A New Type of Adversarial Examples
This addresses security concerns for machine learning systems by revealing a broader vulnerability, though it appears incremental as it builds on existing adversarial example concepts.
The paper tackles the problem of adversarial examples in machine learning by introducing a new type where examples are significantly different from originals but yield the same model output, using algorithms like NI-FGSM and NMI-FGSM, and finds these examples are widely distributed in the sample space.
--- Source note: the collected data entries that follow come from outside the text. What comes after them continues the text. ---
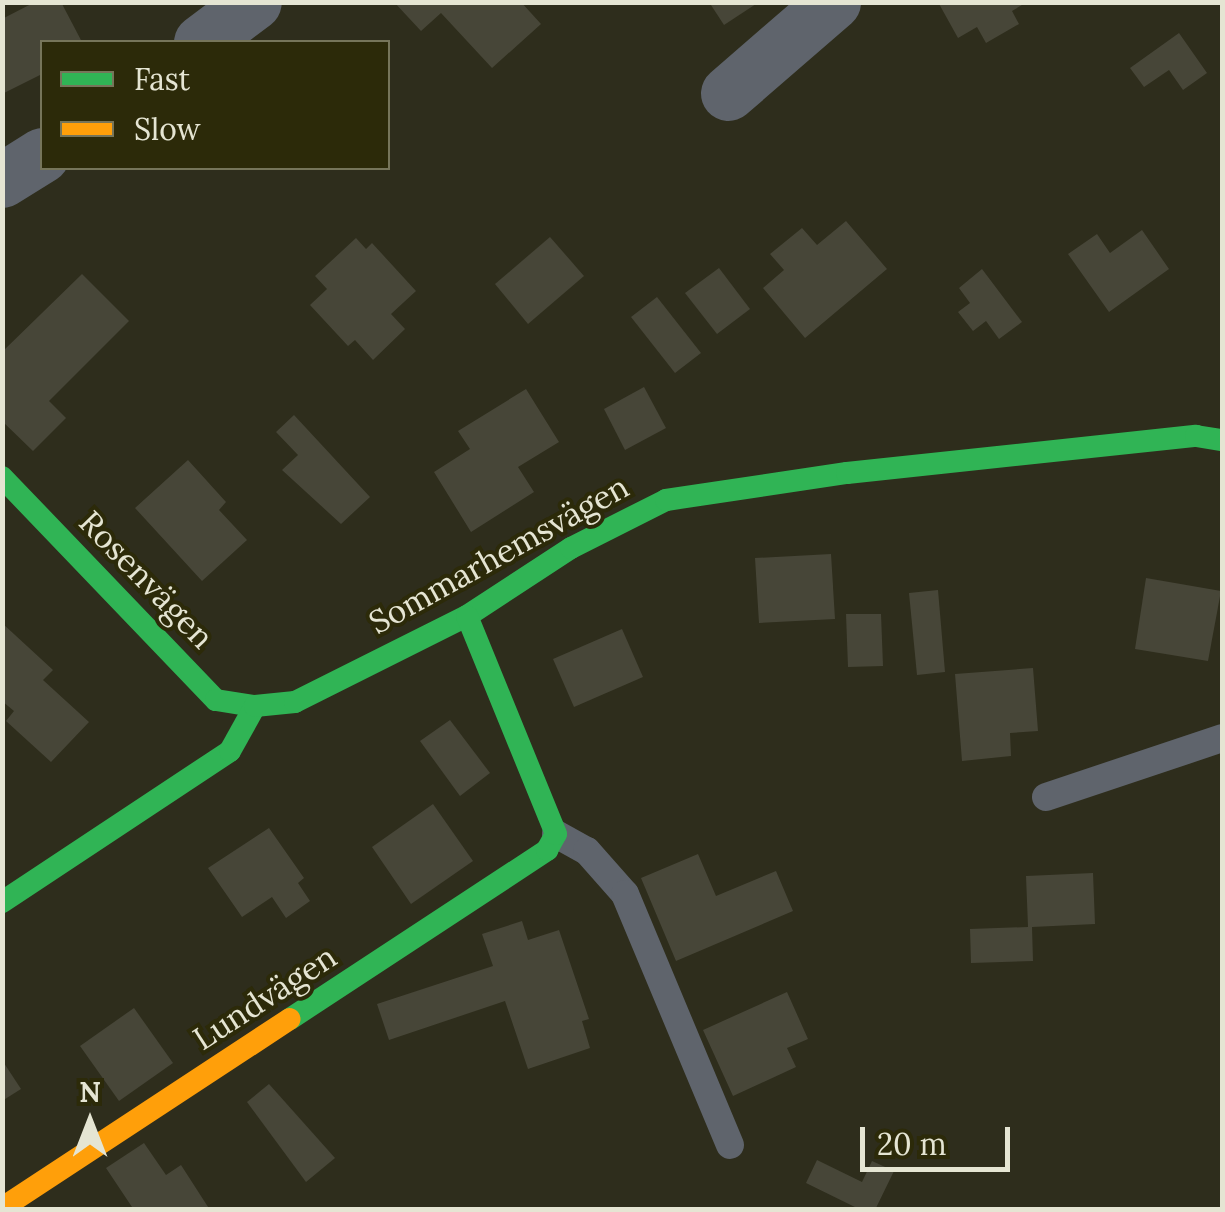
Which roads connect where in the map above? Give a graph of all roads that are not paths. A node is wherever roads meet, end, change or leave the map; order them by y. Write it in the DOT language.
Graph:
graph roads {
  1 [pos="254,2"];
  2 [pos="834,2"];
  3 [pos="204,40"];
  4 [pos="728,93"];
  5 [pos="40,156"];
  6 [pos="2,180"];
  7 [pos="1222,440"];
  8 [pos="2,476"];
  9 [pos="467,616"];
  10 [pos="255,706"];
  11 [pos="1222,738"];
  12 [pos="1046,798"];
  13 [pos="556,834"];
  14 [pos="2,902"];
  15 [pos="730,1145"];
  16 [pos="2,1208"];
  1 -- 3 [label="street"];
  2 -- 4 [label="street"];
  5 -- 6 [label="street"];
  7 -- 9 [label="street, Sommarhemsvägen"];
  8 -- 10 [label="street, Rosenvägen"];
  9 -- 10 [label="street, Sommarhemsvägen"];
  9 -- 13 [label="street"];
  10 -- 14 [label="street"];
  11 -- 12 [label="lane"];
  13 -- 15 [label="lane"];
  13 -- 16 [label="street, Lundvägen"];
}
Most machine learning models are vulnerable to adversarial examples, which poses security concerns on these models. Adversarial examples are crafted by applying subtle but intentionally worst-case modifications to examples from the dataset, leading the model to output a different answer from the original example. In this paper, adversarial examples are formed in an exactly opposite manner, which are significantly different from the original examples but result in the same answer. We propose a novel set of algorithms to produce such adversarial examples, including the negative iterative fast gradient sign method (NI-FGSM) and the negative iterative fast gradient method (NI-FGM), along with their momentum variants: the negative momentum iterative fast gradient sign method (NMI-FGSM) and the negative momentum iterative fast gradient method (NMI-FGM). Adversarial examples constructed by these methods could be used to perform an attack on machine learning systems in certain occasions. Moreover, our results show that the adversarial examples are not merely distributed in the neighbourhood of the examples from the dataset; instead, they are distributed extensively in the sample space.